Security and privacy for Wi-Fi and VPN profiles in Configuration Manager

Applies to: Configuration Manager (current branch)

Important

Starting in version 2203, this company resource access feature is no longer supported. For more information, see Frequently asked questions about resource access deprecation.

Security recommendations

Use the following security best practices when you manage Wi-Fi and VPN profiles for devices.

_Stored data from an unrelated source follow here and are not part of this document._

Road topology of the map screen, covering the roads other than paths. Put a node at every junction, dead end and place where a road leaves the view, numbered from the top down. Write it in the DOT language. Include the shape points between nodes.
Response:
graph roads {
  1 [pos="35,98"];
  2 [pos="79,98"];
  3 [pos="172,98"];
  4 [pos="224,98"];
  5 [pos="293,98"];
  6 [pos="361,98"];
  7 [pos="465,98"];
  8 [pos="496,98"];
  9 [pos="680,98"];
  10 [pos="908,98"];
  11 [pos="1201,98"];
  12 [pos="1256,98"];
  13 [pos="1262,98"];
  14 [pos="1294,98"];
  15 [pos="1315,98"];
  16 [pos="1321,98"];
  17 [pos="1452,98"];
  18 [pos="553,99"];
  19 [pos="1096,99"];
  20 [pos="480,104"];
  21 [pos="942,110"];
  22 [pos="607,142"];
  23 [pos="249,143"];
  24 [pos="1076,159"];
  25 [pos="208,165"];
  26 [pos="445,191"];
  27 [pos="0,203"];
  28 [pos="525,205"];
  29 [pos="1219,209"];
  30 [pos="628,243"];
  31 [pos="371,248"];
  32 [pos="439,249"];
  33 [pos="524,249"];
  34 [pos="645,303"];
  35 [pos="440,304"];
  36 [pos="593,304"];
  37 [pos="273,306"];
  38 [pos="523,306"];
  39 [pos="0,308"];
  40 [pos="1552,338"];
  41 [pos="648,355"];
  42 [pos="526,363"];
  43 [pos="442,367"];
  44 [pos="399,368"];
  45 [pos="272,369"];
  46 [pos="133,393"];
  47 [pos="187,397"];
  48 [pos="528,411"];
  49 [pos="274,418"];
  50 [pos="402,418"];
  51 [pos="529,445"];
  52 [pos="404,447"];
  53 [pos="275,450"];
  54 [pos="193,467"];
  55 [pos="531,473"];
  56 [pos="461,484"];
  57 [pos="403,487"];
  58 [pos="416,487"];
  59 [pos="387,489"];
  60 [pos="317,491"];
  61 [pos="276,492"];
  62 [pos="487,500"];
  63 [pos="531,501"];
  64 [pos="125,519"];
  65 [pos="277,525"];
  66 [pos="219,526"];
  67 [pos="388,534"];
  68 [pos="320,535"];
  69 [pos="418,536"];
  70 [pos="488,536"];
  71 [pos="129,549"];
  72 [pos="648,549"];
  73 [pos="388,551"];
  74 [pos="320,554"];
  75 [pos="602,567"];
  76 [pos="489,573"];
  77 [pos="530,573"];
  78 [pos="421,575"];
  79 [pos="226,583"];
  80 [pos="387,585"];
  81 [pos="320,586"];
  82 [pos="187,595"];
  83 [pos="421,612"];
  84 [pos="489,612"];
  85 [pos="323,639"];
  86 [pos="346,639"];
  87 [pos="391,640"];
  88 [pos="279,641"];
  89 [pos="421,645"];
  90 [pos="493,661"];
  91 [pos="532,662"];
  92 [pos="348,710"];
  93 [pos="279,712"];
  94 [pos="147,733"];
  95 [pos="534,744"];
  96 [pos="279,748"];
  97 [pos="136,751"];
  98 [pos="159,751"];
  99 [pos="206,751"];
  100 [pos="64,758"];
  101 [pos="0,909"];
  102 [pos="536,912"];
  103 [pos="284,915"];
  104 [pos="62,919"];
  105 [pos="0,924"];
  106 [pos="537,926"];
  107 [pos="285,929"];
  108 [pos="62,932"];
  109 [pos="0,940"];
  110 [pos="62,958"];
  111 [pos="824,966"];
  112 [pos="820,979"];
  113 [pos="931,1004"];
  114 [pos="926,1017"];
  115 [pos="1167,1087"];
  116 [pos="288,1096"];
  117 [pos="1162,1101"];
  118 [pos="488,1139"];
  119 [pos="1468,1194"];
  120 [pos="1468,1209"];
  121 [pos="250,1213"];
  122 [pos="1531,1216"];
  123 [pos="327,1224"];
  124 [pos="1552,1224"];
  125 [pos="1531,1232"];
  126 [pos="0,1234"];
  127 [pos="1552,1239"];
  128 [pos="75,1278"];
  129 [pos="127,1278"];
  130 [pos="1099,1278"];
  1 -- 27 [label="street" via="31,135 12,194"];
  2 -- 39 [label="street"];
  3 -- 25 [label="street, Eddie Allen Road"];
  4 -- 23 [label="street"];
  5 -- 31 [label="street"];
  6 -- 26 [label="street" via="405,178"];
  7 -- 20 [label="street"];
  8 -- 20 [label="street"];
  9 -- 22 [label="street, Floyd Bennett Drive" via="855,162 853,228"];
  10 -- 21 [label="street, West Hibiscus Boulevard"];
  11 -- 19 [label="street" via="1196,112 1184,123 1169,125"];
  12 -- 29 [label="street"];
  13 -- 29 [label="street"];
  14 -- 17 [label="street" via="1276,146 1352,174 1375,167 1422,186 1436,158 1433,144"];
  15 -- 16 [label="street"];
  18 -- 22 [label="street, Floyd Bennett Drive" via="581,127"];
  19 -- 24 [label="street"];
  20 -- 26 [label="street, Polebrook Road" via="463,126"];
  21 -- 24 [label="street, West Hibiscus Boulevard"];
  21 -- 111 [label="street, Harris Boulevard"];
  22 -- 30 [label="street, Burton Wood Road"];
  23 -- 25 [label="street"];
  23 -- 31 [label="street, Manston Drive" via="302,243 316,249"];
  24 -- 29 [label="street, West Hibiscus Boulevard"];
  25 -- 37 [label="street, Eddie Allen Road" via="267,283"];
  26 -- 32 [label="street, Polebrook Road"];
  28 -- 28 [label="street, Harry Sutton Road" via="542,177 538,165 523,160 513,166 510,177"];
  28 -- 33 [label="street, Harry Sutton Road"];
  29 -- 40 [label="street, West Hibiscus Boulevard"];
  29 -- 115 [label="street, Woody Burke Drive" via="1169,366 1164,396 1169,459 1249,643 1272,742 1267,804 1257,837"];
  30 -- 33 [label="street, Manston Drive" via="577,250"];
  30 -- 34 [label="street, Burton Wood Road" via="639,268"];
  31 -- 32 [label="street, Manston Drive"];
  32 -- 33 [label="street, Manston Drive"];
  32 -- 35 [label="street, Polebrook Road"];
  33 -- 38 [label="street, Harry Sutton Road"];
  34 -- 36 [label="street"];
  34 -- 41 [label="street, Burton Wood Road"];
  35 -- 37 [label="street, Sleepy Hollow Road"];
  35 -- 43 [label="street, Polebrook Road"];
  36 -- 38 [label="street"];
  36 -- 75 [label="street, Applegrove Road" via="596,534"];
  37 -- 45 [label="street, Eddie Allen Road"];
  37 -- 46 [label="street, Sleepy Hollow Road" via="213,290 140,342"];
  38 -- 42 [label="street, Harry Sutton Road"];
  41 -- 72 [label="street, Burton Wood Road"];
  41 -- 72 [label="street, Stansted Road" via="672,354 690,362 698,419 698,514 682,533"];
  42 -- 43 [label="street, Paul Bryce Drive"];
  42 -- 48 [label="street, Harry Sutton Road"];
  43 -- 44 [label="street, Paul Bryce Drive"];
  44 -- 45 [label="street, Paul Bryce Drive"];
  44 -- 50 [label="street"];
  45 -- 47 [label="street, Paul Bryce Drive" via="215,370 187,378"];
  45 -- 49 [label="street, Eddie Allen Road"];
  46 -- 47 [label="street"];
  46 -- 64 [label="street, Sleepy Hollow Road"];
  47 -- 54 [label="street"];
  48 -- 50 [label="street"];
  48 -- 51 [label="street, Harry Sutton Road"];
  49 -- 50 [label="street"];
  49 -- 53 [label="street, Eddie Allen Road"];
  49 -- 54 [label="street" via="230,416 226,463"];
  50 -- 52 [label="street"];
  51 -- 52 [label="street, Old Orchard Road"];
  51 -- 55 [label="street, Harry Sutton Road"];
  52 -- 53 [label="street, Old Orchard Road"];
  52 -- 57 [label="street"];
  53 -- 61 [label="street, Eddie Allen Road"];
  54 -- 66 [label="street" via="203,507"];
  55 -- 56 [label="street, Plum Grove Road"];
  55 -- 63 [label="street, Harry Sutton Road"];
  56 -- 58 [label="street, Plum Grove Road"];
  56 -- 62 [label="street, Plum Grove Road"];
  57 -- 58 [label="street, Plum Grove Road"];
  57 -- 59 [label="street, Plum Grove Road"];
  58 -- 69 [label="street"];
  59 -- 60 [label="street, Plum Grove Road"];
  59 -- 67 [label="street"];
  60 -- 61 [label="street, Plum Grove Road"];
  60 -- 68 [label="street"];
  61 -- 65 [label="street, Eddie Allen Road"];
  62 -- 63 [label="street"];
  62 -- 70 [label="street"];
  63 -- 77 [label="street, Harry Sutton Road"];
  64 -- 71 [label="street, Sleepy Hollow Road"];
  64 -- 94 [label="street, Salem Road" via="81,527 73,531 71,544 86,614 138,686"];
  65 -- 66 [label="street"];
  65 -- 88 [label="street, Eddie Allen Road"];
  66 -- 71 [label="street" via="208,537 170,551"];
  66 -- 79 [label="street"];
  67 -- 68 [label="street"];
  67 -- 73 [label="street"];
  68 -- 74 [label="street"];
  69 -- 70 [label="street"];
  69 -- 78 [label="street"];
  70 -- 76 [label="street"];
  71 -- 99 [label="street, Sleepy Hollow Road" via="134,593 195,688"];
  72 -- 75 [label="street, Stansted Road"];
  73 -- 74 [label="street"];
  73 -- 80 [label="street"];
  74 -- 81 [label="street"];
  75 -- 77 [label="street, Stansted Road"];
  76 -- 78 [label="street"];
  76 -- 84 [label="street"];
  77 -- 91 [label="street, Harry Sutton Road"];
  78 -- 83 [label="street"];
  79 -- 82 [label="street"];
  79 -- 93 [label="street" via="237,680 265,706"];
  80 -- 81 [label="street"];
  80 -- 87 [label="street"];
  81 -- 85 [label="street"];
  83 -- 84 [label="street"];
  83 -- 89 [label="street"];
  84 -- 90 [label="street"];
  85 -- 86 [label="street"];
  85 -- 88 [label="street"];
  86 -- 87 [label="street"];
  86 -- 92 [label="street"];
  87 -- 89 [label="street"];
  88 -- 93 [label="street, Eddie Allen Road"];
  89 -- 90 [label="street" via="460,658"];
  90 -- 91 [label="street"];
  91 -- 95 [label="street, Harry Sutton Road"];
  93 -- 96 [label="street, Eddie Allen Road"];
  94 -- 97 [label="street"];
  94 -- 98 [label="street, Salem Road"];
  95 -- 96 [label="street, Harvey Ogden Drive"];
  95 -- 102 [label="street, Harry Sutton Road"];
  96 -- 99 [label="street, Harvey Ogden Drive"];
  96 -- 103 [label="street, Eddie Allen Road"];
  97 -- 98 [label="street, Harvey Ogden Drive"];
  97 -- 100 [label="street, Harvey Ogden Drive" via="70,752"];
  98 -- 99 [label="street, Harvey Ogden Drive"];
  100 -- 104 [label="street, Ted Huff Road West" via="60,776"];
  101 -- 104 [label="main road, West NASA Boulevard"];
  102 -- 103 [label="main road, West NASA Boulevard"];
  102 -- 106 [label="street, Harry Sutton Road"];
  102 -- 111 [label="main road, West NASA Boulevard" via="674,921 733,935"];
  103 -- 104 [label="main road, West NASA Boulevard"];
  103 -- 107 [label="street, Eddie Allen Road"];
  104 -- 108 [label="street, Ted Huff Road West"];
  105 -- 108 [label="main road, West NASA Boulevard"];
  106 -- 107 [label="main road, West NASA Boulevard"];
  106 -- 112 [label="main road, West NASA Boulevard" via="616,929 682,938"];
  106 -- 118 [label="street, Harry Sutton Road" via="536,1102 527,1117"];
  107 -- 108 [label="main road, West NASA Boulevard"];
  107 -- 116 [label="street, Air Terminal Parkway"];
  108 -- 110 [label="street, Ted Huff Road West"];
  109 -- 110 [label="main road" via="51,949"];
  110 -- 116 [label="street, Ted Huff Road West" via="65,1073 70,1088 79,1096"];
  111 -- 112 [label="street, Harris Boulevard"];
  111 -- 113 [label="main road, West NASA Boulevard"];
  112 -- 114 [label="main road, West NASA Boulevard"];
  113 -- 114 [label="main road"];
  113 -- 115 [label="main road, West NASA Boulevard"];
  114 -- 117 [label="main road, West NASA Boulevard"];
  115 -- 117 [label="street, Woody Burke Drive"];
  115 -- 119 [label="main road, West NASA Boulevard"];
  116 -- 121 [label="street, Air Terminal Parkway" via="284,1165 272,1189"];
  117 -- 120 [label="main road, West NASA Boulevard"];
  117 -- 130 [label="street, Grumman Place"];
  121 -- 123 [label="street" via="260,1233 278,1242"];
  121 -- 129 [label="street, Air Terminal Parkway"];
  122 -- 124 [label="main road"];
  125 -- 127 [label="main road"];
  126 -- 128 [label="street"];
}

Choose the most secure options that your Wi-Fi and VPN infrastructure and client operating systems can support

Wi-Fi and VPN profiles provide a convenient method to centrally distribute and manage Wi-Fi and VPN settings that your devices already support. Configuration Manager doesn't add Wi-Fi or VPN functionality. Identify, implement, and follow any security recommendations for your devices and infrastructure.

Privacy information

You can use Wi-Fi and VPN profiles to configure client devices to connect to Wi-Fi and VPN servers. Then use Configuration Manager to evaluate whether those devices become compliant after the profiles are applied. The management point sends compliance information to the site server, and the information is stored in the site database. The information is encrypted when devices send it to the management point, but it isn't stored in encrypted format in the site database. The database retains the information until the site maintenance task Delete Aged Configuration Management Data deletes it. The default deletion interval is 90 days, but you can change it. Compliance information isn't sent to Microsoft.

By default, devices don't evaluate Wi-Fi and VPN profiles. In addition, you must configure the profiles, and then deploy them to users.

Before you configure Wi-Fi or VPN profiles, consider your privacy requirements.